> [What you are asked to do] Work through the entries below and show every line in which "Calle" is found.

> [Material for this exercise]
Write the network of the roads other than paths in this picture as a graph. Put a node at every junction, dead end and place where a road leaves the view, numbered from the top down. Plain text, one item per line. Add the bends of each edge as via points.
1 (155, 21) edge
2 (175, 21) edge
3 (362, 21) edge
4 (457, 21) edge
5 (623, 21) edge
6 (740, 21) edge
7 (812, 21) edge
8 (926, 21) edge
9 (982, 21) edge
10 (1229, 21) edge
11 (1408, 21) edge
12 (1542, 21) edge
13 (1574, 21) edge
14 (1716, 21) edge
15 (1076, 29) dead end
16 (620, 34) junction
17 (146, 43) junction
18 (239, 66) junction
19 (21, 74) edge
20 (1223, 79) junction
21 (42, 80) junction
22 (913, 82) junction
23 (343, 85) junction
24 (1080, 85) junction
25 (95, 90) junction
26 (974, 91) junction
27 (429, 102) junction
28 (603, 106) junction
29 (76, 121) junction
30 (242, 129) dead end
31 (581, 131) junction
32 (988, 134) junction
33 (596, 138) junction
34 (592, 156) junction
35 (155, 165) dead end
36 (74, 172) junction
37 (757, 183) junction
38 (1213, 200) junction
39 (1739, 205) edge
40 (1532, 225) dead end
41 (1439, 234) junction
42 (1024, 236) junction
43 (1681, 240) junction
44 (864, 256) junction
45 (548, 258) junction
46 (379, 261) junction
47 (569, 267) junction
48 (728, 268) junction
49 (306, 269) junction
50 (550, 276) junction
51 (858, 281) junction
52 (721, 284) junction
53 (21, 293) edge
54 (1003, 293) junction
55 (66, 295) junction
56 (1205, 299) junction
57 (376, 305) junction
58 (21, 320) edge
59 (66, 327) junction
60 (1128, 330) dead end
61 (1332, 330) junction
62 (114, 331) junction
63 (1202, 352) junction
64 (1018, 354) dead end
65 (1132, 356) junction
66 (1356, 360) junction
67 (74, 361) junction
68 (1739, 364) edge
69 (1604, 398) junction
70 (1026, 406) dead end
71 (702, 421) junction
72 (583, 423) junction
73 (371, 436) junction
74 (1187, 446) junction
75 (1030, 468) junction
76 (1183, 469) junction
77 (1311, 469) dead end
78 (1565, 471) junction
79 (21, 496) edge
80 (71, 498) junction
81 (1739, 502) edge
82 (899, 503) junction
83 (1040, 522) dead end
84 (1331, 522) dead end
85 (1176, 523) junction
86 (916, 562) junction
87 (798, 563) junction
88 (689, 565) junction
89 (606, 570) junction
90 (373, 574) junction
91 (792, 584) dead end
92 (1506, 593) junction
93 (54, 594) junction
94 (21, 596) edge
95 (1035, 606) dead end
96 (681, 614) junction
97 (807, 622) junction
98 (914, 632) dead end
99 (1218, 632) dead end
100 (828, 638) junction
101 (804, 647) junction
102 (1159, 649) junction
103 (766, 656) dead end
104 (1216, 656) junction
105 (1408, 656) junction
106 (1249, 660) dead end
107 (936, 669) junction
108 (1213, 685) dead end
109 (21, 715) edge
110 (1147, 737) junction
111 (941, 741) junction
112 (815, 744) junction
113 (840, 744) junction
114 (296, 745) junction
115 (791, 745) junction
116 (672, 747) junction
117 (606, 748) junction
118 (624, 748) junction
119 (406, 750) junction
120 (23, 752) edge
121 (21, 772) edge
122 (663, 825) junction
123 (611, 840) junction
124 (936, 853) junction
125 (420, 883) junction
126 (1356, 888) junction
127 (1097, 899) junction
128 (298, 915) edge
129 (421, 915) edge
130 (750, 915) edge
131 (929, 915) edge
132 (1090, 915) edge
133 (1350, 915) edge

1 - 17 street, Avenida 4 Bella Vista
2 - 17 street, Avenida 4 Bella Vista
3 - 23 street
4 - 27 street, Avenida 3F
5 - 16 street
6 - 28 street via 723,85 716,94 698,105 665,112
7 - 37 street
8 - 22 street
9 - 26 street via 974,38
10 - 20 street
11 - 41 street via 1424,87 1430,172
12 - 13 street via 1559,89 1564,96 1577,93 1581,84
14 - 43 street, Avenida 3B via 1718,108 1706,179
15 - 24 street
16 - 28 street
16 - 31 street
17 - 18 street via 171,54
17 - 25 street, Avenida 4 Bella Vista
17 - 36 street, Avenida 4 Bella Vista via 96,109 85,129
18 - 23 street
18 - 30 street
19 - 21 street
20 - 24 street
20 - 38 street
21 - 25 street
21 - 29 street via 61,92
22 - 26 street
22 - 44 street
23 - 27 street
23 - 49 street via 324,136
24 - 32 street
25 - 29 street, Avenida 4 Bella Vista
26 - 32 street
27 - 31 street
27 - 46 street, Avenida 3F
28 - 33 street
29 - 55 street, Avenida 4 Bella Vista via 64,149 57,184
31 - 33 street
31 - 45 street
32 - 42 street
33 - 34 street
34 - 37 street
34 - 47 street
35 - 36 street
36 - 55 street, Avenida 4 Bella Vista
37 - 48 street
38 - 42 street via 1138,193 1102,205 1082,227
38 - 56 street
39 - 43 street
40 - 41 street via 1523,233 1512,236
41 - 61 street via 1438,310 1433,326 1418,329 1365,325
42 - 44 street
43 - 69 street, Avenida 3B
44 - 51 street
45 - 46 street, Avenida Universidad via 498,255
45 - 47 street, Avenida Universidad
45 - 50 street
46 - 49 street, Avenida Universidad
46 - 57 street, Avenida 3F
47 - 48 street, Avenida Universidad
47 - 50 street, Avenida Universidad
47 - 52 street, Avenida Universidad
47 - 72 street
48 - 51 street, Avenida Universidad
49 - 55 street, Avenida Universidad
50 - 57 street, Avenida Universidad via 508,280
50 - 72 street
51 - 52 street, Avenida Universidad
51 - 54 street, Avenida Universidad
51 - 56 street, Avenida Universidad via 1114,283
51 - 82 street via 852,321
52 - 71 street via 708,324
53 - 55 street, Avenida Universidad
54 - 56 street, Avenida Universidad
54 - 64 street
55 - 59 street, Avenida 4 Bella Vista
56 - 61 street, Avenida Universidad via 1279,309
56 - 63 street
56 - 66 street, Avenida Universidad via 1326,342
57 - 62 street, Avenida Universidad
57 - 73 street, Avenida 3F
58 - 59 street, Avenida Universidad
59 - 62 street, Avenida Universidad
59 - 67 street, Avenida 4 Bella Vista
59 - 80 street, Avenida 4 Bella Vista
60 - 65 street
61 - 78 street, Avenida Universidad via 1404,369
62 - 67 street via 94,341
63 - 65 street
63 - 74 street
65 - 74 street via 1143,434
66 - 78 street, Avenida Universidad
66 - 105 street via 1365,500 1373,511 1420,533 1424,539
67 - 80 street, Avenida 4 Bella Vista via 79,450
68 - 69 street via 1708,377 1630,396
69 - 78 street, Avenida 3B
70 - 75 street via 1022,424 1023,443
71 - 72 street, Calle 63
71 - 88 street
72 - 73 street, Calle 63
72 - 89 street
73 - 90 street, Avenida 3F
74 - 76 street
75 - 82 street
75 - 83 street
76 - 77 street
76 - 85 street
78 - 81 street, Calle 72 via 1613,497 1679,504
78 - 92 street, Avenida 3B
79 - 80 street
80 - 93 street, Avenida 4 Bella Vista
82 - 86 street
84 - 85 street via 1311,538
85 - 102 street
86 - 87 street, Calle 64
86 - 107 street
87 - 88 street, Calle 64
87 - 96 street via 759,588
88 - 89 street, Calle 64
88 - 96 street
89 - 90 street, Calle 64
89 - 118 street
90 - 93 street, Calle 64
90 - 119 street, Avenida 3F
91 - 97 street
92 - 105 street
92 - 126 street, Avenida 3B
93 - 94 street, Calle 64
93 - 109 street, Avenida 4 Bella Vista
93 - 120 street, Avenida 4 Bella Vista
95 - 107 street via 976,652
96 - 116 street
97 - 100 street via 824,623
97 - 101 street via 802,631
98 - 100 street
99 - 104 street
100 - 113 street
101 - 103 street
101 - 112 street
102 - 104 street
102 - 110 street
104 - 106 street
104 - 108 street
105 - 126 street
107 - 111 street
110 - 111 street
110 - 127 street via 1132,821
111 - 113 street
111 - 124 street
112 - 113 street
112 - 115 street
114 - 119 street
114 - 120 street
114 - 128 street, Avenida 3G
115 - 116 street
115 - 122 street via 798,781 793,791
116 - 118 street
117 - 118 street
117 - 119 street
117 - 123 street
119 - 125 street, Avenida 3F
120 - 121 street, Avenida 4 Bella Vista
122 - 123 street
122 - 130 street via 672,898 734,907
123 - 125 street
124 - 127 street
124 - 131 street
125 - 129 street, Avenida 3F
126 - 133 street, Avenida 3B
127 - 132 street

> [Answer to the problem]
71 - 72 street, Calle 63
72 - 73 street, Calle 63
78 - 81 street, Calle 72 via 1613,497 1679,504
86 - 87 street, Calle 64
87 - 88 street, Calle 64
88 - 89 street, Calle 64
89 - 90 street, Calle 64
90 - 93 street, Calle 64
93 - 94 street, Calle 64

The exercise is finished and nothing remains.